(18 июля). «Единственный человек, которого я вижу, это Пушкин, а он влюблен в другую, это меня очень ободрило, и мы с ним очень добрые друзья; большую роль в этом играет его положение; он, действительно, несчастен».
(19 июля). Пушкин так настойчиво просит меня доставить ему удовольствие читать твои письма, что, несмотря на твои сальности, я их даю ему с условием, что он будет читать их тихо, но когда он смеется, я до слез смеюсь вместе с ним. Ты сочтешь меня бесстыдной…»
В июле Пушкин подал в отставку на высочайшее имя, мотивируя просьбу слабостью здоровья. Обстановка для поэта становилась тяжелой. Он весь во власти слухов. «Мы продолжаем ничего не знать о судьбе Пушкина, – пишет Вяземская мужу 27 июля. – Даже графиня, она знает, как и ты, что он должен покинуть Одессу». И вот 29 июля его вызывает к себе градоначальник Одессы граф Гурьев и объявляет ему об отставке и о том, что его высылают в Псковскую губернию, в деревню к матери. Пушкин был ошеломлен. Он даже хотел бежать из Одессы, причем и Вяземская, и Воронцова поддерживали поэта в этих планах, достали ему денег. Об этом узнал новороссийский губернатор. «Воронцов желал, чтобы сношения с Вяземскою прекратились у графини, – писал А. Я. Булгаков брату, – он очень сердит на них обеих, особливо на княгиню, за Пушкина, шалуна-поэта, да и поделом.
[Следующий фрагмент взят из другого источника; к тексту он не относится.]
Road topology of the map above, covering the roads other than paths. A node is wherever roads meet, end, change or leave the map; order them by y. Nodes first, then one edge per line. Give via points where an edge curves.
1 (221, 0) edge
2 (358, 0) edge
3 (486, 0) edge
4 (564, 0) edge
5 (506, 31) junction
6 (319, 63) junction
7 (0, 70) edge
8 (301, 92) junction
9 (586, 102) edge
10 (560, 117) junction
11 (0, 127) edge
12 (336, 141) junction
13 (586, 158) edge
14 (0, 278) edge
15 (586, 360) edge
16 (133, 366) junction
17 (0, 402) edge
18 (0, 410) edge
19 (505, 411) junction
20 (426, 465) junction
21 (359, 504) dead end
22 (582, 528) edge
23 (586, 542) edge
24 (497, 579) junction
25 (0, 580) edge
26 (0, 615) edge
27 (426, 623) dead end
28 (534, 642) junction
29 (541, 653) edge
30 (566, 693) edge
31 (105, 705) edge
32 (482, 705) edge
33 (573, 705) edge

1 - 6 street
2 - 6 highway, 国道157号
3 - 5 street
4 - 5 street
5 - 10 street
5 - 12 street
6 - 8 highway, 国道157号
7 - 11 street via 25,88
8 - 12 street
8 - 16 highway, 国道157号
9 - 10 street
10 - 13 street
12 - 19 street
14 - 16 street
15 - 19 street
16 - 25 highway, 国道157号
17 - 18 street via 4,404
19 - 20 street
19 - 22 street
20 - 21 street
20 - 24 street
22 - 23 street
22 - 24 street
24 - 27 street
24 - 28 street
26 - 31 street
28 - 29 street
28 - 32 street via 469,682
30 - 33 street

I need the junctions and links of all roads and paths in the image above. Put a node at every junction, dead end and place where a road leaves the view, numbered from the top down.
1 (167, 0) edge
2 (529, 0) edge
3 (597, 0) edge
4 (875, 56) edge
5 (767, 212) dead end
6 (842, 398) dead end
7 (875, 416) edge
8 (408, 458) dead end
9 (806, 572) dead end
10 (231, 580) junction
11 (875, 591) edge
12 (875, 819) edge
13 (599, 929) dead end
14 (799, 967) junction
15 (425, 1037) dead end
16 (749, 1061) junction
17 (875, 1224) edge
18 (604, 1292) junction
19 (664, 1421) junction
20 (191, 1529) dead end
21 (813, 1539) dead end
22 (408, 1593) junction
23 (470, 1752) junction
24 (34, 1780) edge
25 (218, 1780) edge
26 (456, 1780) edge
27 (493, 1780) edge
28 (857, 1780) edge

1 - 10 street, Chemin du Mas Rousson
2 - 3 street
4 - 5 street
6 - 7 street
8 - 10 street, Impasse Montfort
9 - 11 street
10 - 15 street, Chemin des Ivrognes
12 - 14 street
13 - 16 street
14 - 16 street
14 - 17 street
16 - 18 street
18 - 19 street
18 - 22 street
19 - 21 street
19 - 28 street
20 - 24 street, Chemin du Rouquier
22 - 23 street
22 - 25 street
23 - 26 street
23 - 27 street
Вяземская хотела способствовать его бегству из Одессы, искала для него денег, старалась устроить ему посадку на корабль».
Но постепенно все улеглось, и 1 сентября 1824 года Пушкин выехал из Одессы в Михайловское. Каково было психологическое состояние поэта видно из письма все той же Вяземской, нежно влюбленной в поэта, и, с одной стороны переживающей за него, а, с другой, подсознательно желающей избавиться от несколько необычного и неудобного для ее возраста увлечения. Написано это письмо 1 августа:
«Приходится начать письмо с того, что меня занимает сейчас более всего, – со ссылки и отъезда Пушкина, которого я только что проводила до верха моей огромной горы, нежно поцеловала и о котором я плакала, как о брате, потому что последние недели мы были с ним совсем как брат с сестрой. Я была единственной поверенной его огорчений и свидетелем его слабости, так как он был в отчаянии от того, что покидает Одессу, в особенности из-за некоего чувства, которое разрослось в нем за последние дни, как это бывает. Не говори ничего об этом, при свидании мы потолкуем об этом менее туманно, есть основания прекратить этот разговор. Молчи, хотя это очень целомудренно, да и серьезно лишь с его стороны. Он умоляет тебя не писать ему, дело в том, что один человек оказался скомпрометированным из-за того, что наш друг написал на чужом письме, обращенном к нему, его адрес, и хотя он с этим человеком совершенно не был знаком, последнего допрашивали о его отношениях с нашим другом. Я уверена, что ты не покинешь его в несчастии, но пиши и изъясняйся в своих письмах так, как если бы ты был его худшим недругом; ты всегда считал себя слишком бесхитростным, чтобы это делать, но принеси эту жертву дружбе, потому что единственная радость, которая останется бедному Пушкину, похороненному в глуши возле уездного города Порхова в Псковской губернии, это получать изредка известия, чтобы не умереть окончательно нравственной смертью. Полюбопытствуй, хорошо ли приняли его родители: упрекать его в чем-либо было бы бессмысленно; в чем, впрочем, можно было бы упрекнуть его, раз он не знает за собой иной вины, как то, что он подал в отставку? Я обещала изредка писать ему. Я проповедую ему покорность судьбе, а сама не могу с ней примириться, он сказал мне, покидая меня, что я была единственной женщиной, с которой он расстается с такою грустью, притом что никогда не был в меня влюблен. Это обрадовало меня, потому что я тоже испытываю к нему дружбу, тем более нежную, что он несчастен, а это особенно на меня действует; хотелось бы, чтобы это подействовало так же и на его мать…
Теперь ты чувствуешь мое одиночество. Ни одна живая душа не заглянет ко мне. У нас сложились совсем простые отношения с графиней Воронцовой, и я постараюсь, чтобы это и дальше шло так же, потому что она очаровательна. Вот что ты можешь сказать Булгакову…
У меня сплин, не знаю, что такое, но эта высылка, преследования неизвестно с чьей стороны, с чего и почему, переполняют меня смутной тревогой и черными мыслями до такой степени, что я не нахожу себе места. Да хранит нас бог, и да избавит он нас от несчастий этой жизни, к которой ты, кажется, получил отвращение, судя по двум твоим последним письмам».